<rant>
Ok, repeat after me: the customer is not a criminal. Something small that pisses me off to no end: CD Copy Protection.
When I spend $40+ dollars for a game, I damn well should be able to make a backup of that game and stick it in safe place, or better yet, use the copy and leave the original alone. I’m so sick of being treated like a criminal after spending some hard earned green on some computer entertainment.
I try to be a responsible computer user. As such, having an offsite backup of important data is a given.
Everytime I purchase a new piece of software, it get’s backed up and stuffed in my drawer at work all safe and sound from any mishaps at home. Yet these game companies seem to think I’m a criminal and put fscking copy protection on their CDs.
What mystifies me further is that some games like Splinter Cell have it, and other games like Jedi Knight II don’t. Not only that, but it’s ass easy get altered .EXE files that don’t look for the CDs when starting the game. There are also a few programs out there that can zap these fuckored weak ass sectors and produce a working normal CD. So why do they bother? The hardcore pirates already use the more complicated methods to pirate their warez, and the only ones punished are Joe Six Pack Home User.

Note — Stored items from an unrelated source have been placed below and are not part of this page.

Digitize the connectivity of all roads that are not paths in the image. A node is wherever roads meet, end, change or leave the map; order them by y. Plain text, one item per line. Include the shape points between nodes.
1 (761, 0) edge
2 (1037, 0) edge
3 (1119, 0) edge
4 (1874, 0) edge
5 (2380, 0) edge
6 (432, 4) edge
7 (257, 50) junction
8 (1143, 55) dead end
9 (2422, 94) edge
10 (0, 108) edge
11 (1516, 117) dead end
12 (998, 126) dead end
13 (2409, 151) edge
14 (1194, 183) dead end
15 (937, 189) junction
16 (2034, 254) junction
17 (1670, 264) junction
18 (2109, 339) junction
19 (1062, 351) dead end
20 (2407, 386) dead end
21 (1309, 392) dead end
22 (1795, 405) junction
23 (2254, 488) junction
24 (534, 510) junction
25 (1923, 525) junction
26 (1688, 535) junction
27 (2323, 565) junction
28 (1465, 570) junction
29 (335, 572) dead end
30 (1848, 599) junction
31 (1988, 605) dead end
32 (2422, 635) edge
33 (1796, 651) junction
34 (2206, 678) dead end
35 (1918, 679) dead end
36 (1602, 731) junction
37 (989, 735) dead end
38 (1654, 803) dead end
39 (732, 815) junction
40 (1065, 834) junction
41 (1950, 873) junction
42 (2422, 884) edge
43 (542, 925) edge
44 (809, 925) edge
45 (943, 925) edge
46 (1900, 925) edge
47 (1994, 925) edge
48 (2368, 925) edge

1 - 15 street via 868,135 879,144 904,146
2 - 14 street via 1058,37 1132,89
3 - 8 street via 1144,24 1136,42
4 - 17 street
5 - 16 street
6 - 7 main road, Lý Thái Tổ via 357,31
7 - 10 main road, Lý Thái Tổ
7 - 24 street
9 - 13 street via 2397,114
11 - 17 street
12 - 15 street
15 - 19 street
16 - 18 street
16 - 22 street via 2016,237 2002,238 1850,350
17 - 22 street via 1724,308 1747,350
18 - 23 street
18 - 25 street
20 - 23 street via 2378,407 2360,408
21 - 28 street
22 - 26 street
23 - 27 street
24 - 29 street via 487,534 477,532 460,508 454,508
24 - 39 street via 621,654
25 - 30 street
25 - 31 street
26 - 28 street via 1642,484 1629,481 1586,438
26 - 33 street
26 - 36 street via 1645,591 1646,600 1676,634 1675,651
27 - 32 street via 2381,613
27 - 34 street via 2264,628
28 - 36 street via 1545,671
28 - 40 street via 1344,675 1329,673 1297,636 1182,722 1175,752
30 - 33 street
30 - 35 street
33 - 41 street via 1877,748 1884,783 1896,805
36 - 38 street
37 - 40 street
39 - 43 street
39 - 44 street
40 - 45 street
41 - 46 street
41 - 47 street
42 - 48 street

Back when I purchased Civ3 by Infrogrames/Firaxis, it couldn’t be copied. I sent them a nastygram letting them know how unhappy I was that I couldn’t even make a backup copy. Their response was pretty much to the effect that “You aren’t allowed to make backups, read the EULA”. Hey, fuck you. According to most legal cases here in the US, esp. ones about unbundling software and reselling the parts says it all: if it acts like a sale, then it’s a sale, and what the customer does with it afterwords (shy of duplicating and selling copie) is fair use like reselling a book. My copy. Bite my ass. I shall crack all your CD protections to protect my investment and there isn’t jack nut you can do about it.